» Records:
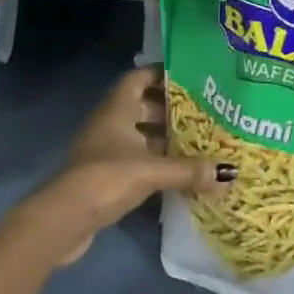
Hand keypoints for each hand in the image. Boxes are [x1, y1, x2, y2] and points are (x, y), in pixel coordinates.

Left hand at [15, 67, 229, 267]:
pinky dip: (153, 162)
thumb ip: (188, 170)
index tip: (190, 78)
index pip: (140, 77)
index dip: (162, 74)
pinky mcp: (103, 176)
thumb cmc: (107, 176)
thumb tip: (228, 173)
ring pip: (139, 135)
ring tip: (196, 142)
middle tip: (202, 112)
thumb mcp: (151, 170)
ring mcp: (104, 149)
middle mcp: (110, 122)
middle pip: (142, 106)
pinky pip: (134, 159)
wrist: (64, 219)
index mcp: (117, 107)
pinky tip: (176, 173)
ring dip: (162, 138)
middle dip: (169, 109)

==

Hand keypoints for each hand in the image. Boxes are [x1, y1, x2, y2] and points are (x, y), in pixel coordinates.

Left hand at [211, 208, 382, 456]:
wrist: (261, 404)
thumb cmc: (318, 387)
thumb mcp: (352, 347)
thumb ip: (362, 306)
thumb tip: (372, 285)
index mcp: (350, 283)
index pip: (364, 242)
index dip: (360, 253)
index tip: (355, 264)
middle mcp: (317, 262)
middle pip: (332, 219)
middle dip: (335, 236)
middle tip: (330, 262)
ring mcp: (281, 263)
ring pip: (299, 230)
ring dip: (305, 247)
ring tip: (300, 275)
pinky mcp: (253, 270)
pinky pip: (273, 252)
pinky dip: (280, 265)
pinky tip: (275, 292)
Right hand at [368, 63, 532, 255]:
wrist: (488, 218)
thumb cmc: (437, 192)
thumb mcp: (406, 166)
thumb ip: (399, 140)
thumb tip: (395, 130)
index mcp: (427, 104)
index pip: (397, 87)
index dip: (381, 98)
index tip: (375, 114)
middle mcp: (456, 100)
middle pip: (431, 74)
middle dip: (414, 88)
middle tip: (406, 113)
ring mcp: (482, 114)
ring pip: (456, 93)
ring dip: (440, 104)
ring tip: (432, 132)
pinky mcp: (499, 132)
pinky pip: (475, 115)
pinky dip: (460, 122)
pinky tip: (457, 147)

* * *

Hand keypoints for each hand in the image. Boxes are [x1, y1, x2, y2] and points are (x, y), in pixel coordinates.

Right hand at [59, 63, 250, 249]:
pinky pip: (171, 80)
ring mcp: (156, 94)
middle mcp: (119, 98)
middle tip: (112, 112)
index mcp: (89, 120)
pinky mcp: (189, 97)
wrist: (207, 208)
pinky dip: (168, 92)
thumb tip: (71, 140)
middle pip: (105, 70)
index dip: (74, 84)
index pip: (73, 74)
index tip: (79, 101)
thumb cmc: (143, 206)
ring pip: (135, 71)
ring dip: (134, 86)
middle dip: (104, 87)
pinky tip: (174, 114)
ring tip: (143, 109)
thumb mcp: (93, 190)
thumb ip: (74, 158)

» About this task: Output only an exact transcription of the lines above from the one with "index dip: (360, 253)" up to and including the one with "thumb cmc: (437, 192)".

» Written response:
index dip: (360, 253)
index tip: (355, 264)
middle mcp: (317, 262)
middle pip: (332, 219)
middle dip: (335, 236)
middle tip: (330, 262)
ring mcp: (281, 263)
ring pip: (299, 230)
ring dip: (305, 247)
ring tip: (300, 275)
pinky mcp: (253, 270)
pinky pip: (273, 252)
pinky dip: (280, 265)
pinky tip: (275, 292)
Right hand at [368, 63, 532, 255]:
wrist: (488, 218)
thumb cmc: (437, 192)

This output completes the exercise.